Sur le plan extérieur, la satisfaction des grands propriétaires terriens, plus ou moins en filiation avec la famille Mendoza y Arriaga, n'est jamais loin des décisions prises. L'exemple le plus explicite serait assurément la question du réchauffement des relations commerciales avec l'Empire listonien et la Sérénissime République de Fortuna, au détriment des partenariats décennaux conclus avec le Zagroyat de Morakhan. Le but premier de la manoeuvre est de satisfaire les exportations au départ de la région du Tierbúfa. La noblesse terrienne des Mendoza y Arriaga trouve son compte, contrebalançant la désapprobation de la famille Herrera del Carmelo, proche de la noblesse more (gentilé du Morakhan). Un choix assumé sur le volet économique mais également spirituel, considérant la promiscuité de la Papauté de Catholagne avec les gouvernances listoniennes et fortunéennes, plus qu'elles ne le seront jamais avec le morakhan. La fraternité maintenant défendue avec les peuples d'Eurysie méridionale l'inscrit dans une démarche appréciée des institutions catholiques de Catholagne et par extension de l'Eglise d'Arobelas elle-même. Malgré le relatif agacement qu'il peut provoquer aux assises de la Morakhan en Eurysie méridionale, l'Empereur Tadéo IV est une démonstration de diplomatie au service d'une politique nationale comprise et inscrite dans la préservation de la dignité impériale sans générer de heurts directs avec les parties prenantes, chacune s'associant aux enjeux de l'Empire pour lui éviter des alignements géopolitiques trop douloureux à assumer.

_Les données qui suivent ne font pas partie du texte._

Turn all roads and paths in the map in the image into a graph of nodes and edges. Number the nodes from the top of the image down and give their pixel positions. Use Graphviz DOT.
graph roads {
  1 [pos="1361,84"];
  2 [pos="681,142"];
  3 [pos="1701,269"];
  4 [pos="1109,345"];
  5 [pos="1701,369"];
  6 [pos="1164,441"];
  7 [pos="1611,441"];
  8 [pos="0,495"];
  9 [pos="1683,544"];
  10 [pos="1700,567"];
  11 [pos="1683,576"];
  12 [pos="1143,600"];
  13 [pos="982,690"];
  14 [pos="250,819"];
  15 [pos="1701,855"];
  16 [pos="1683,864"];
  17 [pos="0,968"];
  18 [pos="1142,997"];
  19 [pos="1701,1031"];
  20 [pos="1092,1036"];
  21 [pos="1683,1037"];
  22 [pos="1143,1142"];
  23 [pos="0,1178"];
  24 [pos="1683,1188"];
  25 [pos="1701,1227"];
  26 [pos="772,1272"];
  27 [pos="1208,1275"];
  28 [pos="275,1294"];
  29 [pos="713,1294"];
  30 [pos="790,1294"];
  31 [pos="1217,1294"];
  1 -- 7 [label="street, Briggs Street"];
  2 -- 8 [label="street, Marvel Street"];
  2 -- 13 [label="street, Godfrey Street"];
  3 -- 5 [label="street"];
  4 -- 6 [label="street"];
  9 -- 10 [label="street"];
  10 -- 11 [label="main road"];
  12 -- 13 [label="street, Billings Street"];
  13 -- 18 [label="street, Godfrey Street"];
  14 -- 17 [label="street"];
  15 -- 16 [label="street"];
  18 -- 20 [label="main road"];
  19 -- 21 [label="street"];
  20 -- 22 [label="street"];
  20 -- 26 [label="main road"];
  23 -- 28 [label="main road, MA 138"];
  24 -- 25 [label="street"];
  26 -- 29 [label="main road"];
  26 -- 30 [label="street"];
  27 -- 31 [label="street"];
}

Les visites d'Etat accomplies dans le Zagroyat de Morakhan sont un bon élément de change pour pérenniser l'amadouement de sa monarchie, soucieuse de faire-valoir son rayonnement jusqu'en Eurysie méridionale, quand bien même les chiffres de la balance commerciale apparaitraient de plus en plus défavorables à la Morakhan. Une parade nécessaire, avec en arrière pensée l'absolue nécessité d'arborer le soutien du Morakhan qui lui offre des gages de souveraineté face au risque de dépendances économiques des autres puissances leucytaléennes sur place, comme l'Empire listonien ou la Sérénissime République de Fortuna.